On April 15 (Poila Baisakh, the Bengali New Year), a Bangladeshi writer I know wrote an article bemoaning the loss of traditional Bangla culture.
Children in Bangladesh are eating pizza and burgers, he agonised. They're losing interest in traditional Bengali food! They're listening to Westernised remixes of traditional Bangla songs! They're losing touch with rural Bangladesh, and even losing simple local knowledge (for example, how to walk through slippery soil or negotiate rickety wooden bridges).
As I read his article, it naturally struck me that we have pretty much the same thing happening in India.
I know only half the traditional Tamil pickle recipes that my mother knows. I do not know how to drape the beautiful traditional kanjeevaram, the 9-yard saree (although I've been promising myself that I will learn it!). I do not know the names of the months in the Hindu calendar, and I cannot read the traditional almanac to check for "auspicious" hours. I don't know how to draw water smoothly from a village well, or how to frugally channel the watering of a coconut grove. I have none of my father's intimate knowledge of astrology, or his deep understanding and appreciation of Kathakali. I am blind to the sowing and harvesting patterns of the paddy fields, and I can barely tell one spice from another in a plantation.
It seems to me that in just one generation, a whole world has been lost.

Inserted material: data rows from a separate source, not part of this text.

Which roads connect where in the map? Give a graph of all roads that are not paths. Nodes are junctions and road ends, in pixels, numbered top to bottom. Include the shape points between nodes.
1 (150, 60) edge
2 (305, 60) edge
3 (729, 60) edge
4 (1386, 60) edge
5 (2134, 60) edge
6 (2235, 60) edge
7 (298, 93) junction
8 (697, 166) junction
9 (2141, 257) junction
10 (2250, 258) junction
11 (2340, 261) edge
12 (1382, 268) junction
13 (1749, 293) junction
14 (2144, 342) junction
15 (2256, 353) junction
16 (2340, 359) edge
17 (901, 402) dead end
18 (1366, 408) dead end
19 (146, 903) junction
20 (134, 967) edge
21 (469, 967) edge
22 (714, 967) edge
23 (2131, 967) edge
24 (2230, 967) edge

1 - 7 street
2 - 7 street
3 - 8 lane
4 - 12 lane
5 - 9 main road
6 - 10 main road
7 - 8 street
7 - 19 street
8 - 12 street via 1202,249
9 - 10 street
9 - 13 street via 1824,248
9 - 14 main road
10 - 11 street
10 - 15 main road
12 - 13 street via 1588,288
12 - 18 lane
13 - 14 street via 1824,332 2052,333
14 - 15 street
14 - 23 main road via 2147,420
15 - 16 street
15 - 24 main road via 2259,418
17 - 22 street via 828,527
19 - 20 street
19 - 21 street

When I consider my daughter's generation, the loss is even deeper. My daughter and niece are even less familiar than I am with festivals and rituals. They are city kids, who know nothing at all of village life. They will, in all probability, never wear a 9-yards kanjeevaram...and in time, the looms that produce these beautiful sarees will stop making them.
My first instinct, therefore, was to empathise with the Bangladeshi writer's sense of loss.
But then, I stopped to think.
Is this really loss? Or is it just a natural movement forward?
Do I really want us to be a stagnant people, staying the same always? So what if music and food preferences change over time? So what if our kids love rock music, and remix it into their own versions, part Indian, past Western? So what if we love Chinese cuisine, turning fried-rice into a uniquely Chindian offering?
In India we have had a glorious tradition of adopting and literally transforming all sorts of foodstuff. We did not have tomatoes, potatoes and green chillies until 500 years ago when the Portuguese brought it. But look at us now; these are an integral part of our cuisine!
In my home, yes, we do not cook some of the traditional Tamil and Kerala dishes because I don't know how to. But we are experimenting with all sorts of other stuff - Gujarati achars, Punjabi masalas, Greek feta, Italian pastas, Mexican sauces, Chinese stir-frys - this is no loss!! More and more interesting spices are entering my kitchen, and soon these will be part of a glorious new cuisine. Far from being a loss, this is a fresh breeze wafting through my kitchen bringing flavours from all over the world into my life.
I believe people who have a problem with cultural changes are blinkered. Cultures that do not learn and adapt - they just wither and die. Those who observe, adopt, adapt and innovate are richer for it.
But then (sigh), what of the old ways and their undoubted beauty? Do I really want to forget our history and culture? It is a dilemma, isn't it?
At a dinner discussion some months ago, my daughter asked, "Amma, do you think it's important to study history? It's just a bunch of old stuff, right?"
And I answered her by saying, "I think it is important to document and preserve information about the old days and the old ways, otherwise we won't know who we are or where we came from."
The real reason why people fear cultural change is because they think it leads to identity loss. But what if we teach our children who they are, what their roots are? If we are able to connect children to their roots, then they can listen to any kind of music, eat any kind of food, wear any kind of clothes... but I believe they will still remain anchored to their real identity. They will, even while embracing change, not morph into rootless, culture-less, confused strangers.
Speaking for myself, my heart is here, anchored in Mumbai, amidst my family. Whether or not I learn to cook a 10-course feast, I know that this sophisticated subtle Brahmin vegetarian cuisine is part of my rich legacy. Whether or not I eventually learn to wear the 9-yard kanjeevaram, I know it is my people who created this thing of beauty many hundreds of years ago. So even as I fly around the world and experiment with other clothes, I feel the silken threads of the kanjeevaram anchoring me, calling to me, reminding me of my roots.
So yes, Old is Gold, because it tells who you really are. Armed with the old, it's easier to tackle the new!
My mother in a 9-yard South Indian kanjeevaram, me in a more "modern" 6-yards version, and my daughter in a "borrowed-from-North India" salwar-kameez. Our clothes reflect three generations of change already!